この本では、お葬式を安く、しかも心のこもったものにするための方法とかも書かれていて、なかなか考えさせられました。
クスリと笑えて、なんだか最後はちょっと希望が見えてきて、前向きな気分になれる作品です。
私も、舅ではなく実の父の時のお葬式は、思いがけず盛大なものになってしまった・・・という経験があります。
父は割と早くに亡くなったので、父の会社の人たちとか友達がまだみんな元気で、お葬式に大勢来てくださったのです。
もちろんありがたいことではありましたが、ここまで盛大にしなくてもよかったかな、とちらっと思いました。
母はまだ元気ですが高齢で、自分の時はお葬式はいらない、どうせ兄妹も友達もみんな高齢でお葬式には来れないから、と言っています。

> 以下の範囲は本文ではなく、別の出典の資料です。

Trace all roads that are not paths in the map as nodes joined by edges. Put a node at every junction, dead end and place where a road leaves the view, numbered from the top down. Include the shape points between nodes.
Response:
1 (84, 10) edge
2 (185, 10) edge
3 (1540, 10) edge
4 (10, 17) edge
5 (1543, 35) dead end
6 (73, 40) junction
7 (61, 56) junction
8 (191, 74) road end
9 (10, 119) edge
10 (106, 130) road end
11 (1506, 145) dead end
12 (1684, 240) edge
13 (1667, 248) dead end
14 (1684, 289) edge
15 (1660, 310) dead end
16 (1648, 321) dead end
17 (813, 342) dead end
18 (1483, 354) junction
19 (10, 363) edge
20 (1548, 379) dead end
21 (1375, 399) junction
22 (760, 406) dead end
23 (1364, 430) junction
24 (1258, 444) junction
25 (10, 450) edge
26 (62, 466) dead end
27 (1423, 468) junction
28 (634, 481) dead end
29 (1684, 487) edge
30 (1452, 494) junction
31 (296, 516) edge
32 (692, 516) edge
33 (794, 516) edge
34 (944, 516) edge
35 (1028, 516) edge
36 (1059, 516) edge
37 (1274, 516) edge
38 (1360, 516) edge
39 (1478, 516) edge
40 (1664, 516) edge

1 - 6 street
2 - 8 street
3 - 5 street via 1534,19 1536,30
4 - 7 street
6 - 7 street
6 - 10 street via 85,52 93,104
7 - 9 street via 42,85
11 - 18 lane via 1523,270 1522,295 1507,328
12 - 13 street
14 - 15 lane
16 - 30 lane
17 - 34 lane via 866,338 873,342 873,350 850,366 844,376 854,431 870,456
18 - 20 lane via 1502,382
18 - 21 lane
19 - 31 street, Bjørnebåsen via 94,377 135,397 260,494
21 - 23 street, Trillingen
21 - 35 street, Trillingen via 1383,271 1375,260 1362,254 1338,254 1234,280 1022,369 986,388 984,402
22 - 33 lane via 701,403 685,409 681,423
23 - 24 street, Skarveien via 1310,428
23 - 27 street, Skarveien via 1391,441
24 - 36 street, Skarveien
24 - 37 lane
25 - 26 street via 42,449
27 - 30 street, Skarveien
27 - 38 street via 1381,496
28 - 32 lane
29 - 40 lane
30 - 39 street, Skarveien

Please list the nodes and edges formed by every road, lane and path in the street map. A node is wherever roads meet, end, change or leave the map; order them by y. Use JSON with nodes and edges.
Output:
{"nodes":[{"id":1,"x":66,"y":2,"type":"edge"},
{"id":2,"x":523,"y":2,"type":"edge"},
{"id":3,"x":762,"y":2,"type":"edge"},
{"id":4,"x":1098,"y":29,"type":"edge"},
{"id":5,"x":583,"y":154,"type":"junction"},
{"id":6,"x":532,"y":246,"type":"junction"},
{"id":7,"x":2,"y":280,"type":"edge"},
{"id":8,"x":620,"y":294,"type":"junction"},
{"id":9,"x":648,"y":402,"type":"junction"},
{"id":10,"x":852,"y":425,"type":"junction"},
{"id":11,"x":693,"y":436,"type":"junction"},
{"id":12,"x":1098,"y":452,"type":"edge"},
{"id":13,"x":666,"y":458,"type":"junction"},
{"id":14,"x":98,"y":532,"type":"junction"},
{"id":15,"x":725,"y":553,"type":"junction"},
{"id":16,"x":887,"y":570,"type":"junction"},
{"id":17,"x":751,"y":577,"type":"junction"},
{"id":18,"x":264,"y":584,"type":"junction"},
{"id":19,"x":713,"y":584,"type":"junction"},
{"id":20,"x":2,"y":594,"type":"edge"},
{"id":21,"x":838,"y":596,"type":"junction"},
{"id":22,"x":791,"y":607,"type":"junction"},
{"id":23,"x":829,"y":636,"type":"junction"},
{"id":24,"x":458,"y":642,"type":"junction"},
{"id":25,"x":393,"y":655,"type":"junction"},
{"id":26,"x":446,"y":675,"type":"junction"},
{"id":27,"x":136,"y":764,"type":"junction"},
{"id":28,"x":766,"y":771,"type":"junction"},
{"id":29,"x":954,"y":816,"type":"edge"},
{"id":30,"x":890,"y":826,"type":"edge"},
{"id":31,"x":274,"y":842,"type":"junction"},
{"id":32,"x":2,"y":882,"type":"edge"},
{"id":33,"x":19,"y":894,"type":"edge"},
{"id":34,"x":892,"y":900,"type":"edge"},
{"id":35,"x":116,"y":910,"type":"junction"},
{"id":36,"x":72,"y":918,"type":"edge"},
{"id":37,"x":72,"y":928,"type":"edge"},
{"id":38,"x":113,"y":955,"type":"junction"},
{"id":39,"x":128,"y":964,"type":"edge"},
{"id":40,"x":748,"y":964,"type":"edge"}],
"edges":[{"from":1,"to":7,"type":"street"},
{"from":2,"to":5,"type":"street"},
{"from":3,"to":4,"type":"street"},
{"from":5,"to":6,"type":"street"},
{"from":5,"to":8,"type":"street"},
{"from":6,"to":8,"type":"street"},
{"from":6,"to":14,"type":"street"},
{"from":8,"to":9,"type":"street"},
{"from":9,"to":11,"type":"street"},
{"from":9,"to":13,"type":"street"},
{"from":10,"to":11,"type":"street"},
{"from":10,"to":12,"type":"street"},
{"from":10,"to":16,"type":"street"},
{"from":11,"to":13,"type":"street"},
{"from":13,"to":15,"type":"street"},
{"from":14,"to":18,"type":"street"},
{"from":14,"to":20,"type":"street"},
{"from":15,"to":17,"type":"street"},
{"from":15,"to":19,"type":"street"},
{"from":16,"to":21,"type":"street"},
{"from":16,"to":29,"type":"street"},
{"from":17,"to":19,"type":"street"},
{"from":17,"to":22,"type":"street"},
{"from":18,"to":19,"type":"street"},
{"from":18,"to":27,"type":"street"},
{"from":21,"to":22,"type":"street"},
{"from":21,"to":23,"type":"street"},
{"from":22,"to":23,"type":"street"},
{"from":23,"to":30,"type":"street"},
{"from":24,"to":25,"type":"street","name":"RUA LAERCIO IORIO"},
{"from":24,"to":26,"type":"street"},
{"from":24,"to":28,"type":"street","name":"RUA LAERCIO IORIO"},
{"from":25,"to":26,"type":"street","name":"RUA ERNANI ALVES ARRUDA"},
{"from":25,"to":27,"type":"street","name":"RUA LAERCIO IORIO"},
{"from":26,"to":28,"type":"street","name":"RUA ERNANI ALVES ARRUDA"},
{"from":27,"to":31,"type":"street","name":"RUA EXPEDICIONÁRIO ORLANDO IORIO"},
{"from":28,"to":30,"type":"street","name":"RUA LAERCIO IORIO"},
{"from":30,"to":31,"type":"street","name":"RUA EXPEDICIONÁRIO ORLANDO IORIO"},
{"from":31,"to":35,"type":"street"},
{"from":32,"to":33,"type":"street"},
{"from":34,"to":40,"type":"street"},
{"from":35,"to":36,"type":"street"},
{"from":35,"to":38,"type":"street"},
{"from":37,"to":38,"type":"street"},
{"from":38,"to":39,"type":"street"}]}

私は母とは同居していますが、ありがたいことにとても元気でいてくれるので、介護の必要もなく、逆にいろいろ助けてもらっています。
これが介護施設やケアマンションに親を入れている人なら、とても大変でしょうね。
老後の問題、介護の問題など頭の痛いことばかりです。
この主人公と一緒に、いろいろ悩んだりしながら考えていきたいですね。
面白い作品でした。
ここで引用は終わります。